Anab Mohammed Isaaq, 35, has five children ranging in age from 7 months to 10 years. She wears a white band on her head to signify mourning for her husband, who was killed by a stray bullet in the Mogadishu fighting. She supports the family by selling clothes in the market, earning 50 cents to $1 a day.
She has lived in fear for her two daughters, Nasteexo, 10, and Hamsa, 7. In her neighborhood of metal shacks, militias armed with razor-sharp machetes have come at night and hacked through the walls, stealing girls. A neighbor’s 4-year-old was kidnapped, raped and killed.
“The problems are all on women. That’s why they were complaining and talking to the media,” she said.
Osman, the university dean, said people in Mogadishu, particularly women, were pushed over the edge.
“I think they took as much as they could,” he said. “You accept things and believe you can do nothing, but you get to the point where you say, ‘Enough is enough.’ ”
Like the Taliban in Afghanistan, the Islamic courts won popular support in the mid-1990s by trying to enforce a degree of order, reducing theft and crime. When the courts’ militias recently drove the warlords from Mogadishu, they had the support of the majority.
The courts represent various strands of Islam, some more fundamentalist than others, but there are fears that the recent rise of Sheik Hassan Dahir Aweys as chairman of the group could mean more repressive, Taliban-style rules. Aweys took over from the more moderate Sheik Sharif Sheik Ahmed.
Even under the more moderate leadership, Islamic guards had been stopping minibuses to check women’s clothing and men’s hairstyles.
Islamic guards grabbed Ismahaan Ali Mohammed, 18, an aspiring actress, and hacked her clothing with scissors because it was deemed too tight and un-Islamic.
Wearing heavy eyeliner that exaggerates her beauty, she and her friend Nawaal Mohammed, 18, could not be more different from Maryam Mohammed, the former khat trader. They are self-confident, assertive and eager to soak up the pleasures of youth. But these days they must cover their bright dresses with a hijab.
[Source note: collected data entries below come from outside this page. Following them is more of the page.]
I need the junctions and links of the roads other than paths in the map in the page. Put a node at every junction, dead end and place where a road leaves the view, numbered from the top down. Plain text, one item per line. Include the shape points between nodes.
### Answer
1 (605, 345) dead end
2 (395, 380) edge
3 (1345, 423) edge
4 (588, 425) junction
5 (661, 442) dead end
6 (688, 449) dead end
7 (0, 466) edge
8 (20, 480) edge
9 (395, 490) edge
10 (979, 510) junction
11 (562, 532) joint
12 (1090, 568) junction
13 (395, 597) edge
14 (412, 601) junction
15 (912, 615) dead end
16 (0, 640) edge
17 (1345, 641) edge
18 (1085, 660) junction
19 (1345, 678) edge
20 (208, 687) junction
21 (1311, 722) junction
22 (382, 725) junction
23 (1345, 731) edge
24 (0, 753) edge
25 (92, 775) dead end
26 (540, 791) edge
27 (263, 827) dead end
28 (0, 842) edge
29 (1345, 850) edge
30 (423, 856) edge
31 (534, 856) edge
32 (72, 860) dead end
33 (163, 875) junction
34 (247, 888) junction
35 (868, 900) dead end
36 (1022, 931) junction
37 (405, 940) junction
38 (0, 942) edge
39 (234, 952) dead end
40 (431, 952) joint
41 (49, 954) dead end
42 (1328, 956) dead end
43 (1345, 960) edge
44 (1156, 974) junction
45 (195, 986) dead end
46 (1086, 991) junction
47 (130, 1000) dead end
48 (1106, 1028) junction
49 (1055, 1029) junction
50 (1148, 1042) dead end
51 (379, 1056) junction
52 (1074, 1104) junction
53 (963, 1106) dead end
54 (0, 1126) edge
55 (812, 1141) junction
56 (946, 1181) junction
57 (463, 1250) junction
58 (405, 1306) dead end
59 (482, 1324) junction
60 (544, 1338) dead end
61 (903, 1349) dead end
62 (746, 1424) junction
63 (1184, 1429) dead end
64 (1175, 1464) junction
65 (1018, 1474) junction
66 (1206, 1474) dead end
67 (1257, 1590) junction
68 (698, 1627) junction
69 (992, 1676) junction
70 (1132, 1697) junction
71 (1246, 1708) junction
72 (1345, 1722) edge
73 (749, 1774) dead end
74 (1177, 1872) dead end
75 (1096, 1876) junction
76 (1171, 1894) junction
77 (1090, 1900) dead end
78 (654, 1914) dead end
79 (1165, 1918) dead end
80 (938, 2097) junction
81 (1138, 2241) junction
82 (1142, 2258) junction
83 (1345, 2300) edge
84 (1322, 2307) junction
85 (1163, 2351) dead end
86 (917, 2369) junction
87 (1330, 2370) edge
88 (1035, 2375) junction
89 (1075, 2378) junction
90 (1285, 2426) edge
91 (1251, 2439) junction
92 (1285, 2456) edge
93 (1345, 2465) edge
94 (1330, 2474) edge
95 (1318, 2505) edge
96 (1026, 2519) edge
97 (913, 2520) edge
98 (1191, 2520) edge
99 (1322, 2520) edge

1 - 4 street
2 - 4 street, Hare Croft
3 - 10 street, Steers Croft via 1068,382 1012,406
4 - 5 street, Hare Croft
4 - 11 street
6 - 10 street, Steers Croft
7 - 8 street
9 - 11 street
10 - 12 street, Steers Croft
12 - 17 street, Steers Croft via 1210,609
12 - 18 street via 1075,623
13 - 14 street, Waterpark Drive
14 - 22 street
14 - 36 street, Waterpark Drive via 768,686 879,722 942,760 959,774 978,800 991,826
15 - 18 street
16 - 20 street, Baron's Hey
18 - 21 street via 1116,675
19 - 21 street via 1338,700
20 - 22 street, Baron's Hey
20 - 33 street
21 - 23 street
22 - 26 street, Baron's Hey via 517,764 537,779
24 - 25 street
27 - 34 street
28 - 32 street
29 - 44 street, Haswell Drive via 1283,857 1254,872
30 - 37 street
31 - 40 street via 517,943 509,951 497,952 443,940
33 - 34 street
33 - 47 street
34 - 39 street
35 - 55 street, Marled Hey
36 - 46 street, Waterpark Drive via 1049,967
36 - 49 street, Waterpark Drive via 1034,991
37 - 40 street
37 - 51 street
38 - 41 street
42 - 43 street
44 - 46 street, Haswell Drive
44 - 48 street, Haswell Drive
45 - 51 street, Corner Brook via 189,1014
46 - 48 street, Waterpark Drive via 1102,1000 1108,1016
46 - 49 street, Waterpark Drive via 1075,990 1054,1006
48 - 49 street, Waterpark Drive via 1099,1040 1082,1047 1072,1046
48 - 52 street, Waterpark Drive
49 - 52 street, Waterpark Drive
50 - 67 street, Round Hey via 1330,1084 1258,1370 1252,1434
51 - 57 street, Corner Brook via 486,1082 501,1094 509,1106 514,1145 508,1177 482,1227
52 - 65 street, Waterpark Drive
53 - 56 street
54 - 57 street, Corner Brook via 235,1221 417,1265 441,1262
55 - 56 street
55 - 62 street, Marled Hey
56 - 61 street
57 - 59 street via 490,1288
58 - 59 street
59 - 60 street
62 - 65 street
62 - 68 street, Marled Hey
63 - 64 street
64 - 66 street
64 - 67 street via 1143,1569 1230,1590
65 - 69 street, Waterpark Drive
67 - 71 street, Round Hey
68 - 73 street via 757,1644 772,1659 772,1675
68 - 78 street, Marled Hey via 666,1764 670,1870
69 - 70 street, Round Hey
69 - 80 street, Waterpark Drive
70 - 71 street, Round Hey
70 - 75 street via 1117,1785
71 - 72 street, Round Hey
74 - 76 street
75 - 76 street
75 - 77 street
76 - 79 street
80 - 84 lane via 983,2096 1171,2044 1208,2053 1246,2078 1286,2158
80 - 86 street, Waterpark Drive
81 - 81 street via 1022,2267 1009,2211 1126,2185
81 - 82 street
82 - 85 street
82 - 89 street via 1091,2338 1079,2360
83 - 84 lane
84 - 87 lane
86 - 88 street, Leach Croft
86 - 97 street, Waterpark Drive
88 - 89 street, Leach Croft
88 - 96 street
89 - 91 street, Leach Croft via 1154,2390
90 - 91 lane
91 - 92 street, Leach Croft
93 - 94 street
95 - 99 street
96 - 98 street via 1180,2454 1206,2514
Nawaal Mohammed has two boyfriends and used to wander the streets in a haze of love, holding hands with the favorite of the moment. They went to the movies. She even kissed them secretly, in their houses or hers.
“Now I’m afraid to be arrested or beaten,” she said. “It’s safer than before, but we have no freedom. We are not happy with this Islamic Sharia law.
“I used to wear pants and a shirt. It’s my style. I felt good. It made me feel beautiful.”
Dixon was recently on assignment in Somalia.